È passato un po’ di tempo da “Fantastiche visioni”. Come riassumeresti ciò che è successo fino ad oggi?

Nel 2023 ho suonato quel disco dal vivo insieme a tre fantastici musicisti, andando molto in Francia. Poi sono stato coinvolto nel progetto Pantheon_Roma, a soundtrack experience, colonna sonora e audioguida scritta dal compositore Antonio Fresa e suonata con l’Orchestra Teatro La Fenice di Venezia, prodotta da D’Uva e Adesiva Discografica. Io ho messo la voce e le parole su una delle due canzoni presenti, Turista pellegrino, e con grande gioia la canterò l’8 giugno nel Pantheon con l’accompagnamento dell’Orchestra. A fine 2023 è poi partita la collaborazione a Sacre Radici per cui ho intensamente lavorato a otto canzoni di Domenico Modugno e a diversi sottofondi strumentali. Abbiamo iniziato le rappresentazioni dal vivo compreso questo minitour nelle Case Circondariali pugliesi che termina il 31 maggio nel carcere di Altamura, un’esperienza potentissima. Ora ci saranno altre date estive e nel contempo devo ultimare le canzoni di Modugno che usciranno su disco a fine settembre.
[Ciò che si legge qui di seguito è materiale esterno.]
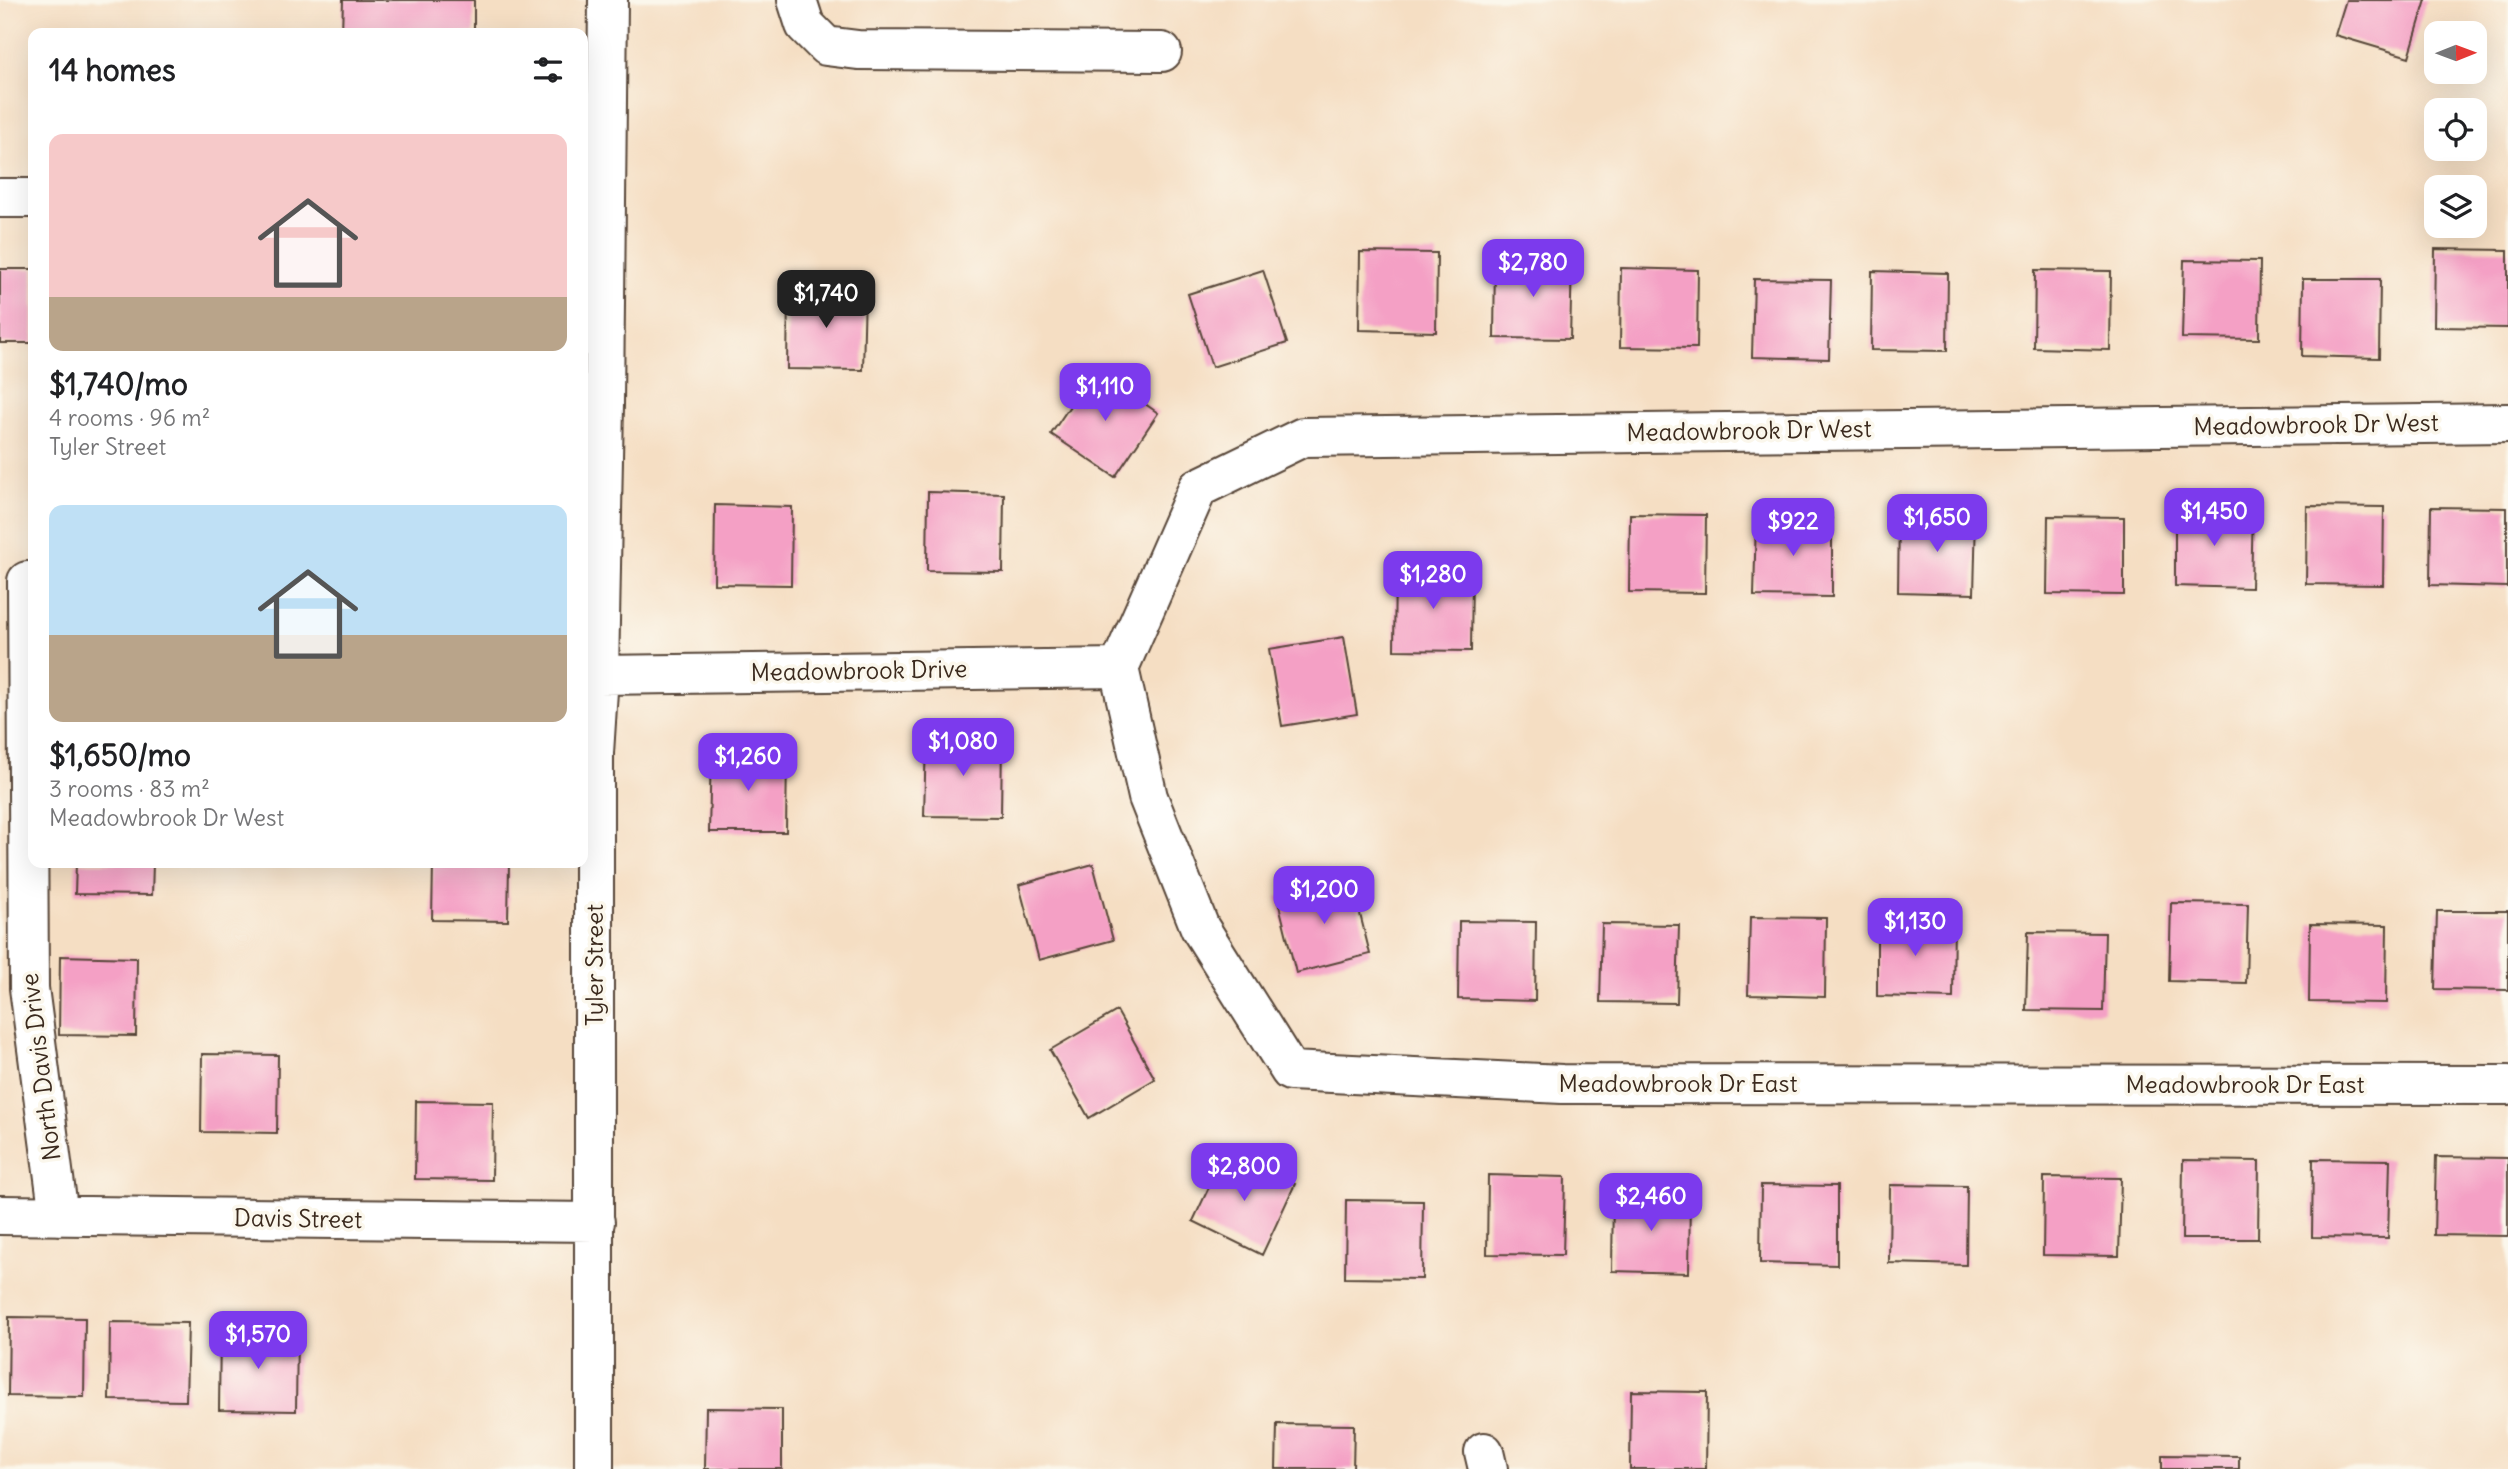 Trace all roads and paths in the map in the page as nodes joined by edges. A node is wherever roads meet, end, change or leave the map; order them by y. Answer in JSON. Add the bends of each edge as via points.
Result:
{"nodes":[{"id":1,"x":608,"y":0,"type":"edge"},
{"id":2,"x":797,"y":0,"type":"edge"},
{"id":3,"x":1163,"y":52,"type":"dead end"},
{"id":4,"x":595,"y":190,"type":"edge"},
{"id":5,"x":0,"y":198,"type":"edge"},
{"id":6,"x":28,"y":198,"type":"edge"},
{"id":7,"x":2508,"y":423,"type":"edge"},
{"id":8,"x":27,"y":581,"type":"dead end"},
{"id":9,"x":1119,"y":668,"type":"junction"},
{"id":10,"x":599,"y":675,"type":"junction"},
{"id":11,"x":588,"y":753,"type":"edge"},
{"id":12,"x":28,"y":784,"type":"edge"},
{"id":13,"x":28,"y":868,"type":"edge"},
{"id":14,"x":2508,"y":1085,"type":"edge"},
{"id":15,"x":0,"y":1215,"type":"edge"},
{"id":16,"x":59,"y":1216,"type":"junction"},
{"id":17,"x":595,"y":1222,"type":"junction"},
{"id":18,"x":594,"y":1469,"type":"edge"}],
"edges":[{"from":1,"to":4,"type":"street","name":"Tyler Street"},
{"from":2,"to":3,"type":"street","via":[[805,25],[826,46]]},
{"from":4,"to":10,"type":"street","name":"Tyler Street"},
{"from":5,"to":6,"type":"street"},
{"from":7,"to":9,"type":"street","name":"Meadowbrook Dr West","via":[[1303,437],[1198,488]]},
{"from":8,"to":12,"type":"street","name":"North Davis Drive"},
{"from":9,"to":10,"type":"street","name":"Meadowbrook Drive"},
{"from":9,"to":14,"type":"street","name":"Meadowbrook Dr East","via":[[1148,797],[1200,928],[1290,1071],[1562,1084]]},
{"from":10,"to":11,"type":"street","name":"Tyler Street"},
{"from":11,"to":17,"type":"street","name":"Tyler Street"},
{"from":13,"to":16,"type":"street","name":"North Davis Drive","via":[[29,988]]},
{"from":15,"to":16,"type":"street","name":"Davis Street"},
{"from":16,"to":17,"type":"street","name":"Davis Street"},
{"from":17,"to":18,"type":"street","name":"Tyler Street"}]}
Perché hai deciso di iniziare proprio con “L’avventura”?

Perché è uno dei miei pezzi preferiti in assoluto con la sua semplicità di scrittura musicale e la sua capacità evocativa dei versi. Com’è bella l’avventura, senza ieri né domani…

Per chi non ha mai ascoltato Domenico Modugno. Da dove consiglieresti di iniziare?

Credo valga la pena partire proprio dai pezzi più sconosciuti degli anni 50, in dialetto e in italiano, per scoprire che tra questi c’è già qualche capolavoro assoluto come U pisci spada e Vecchio Frack.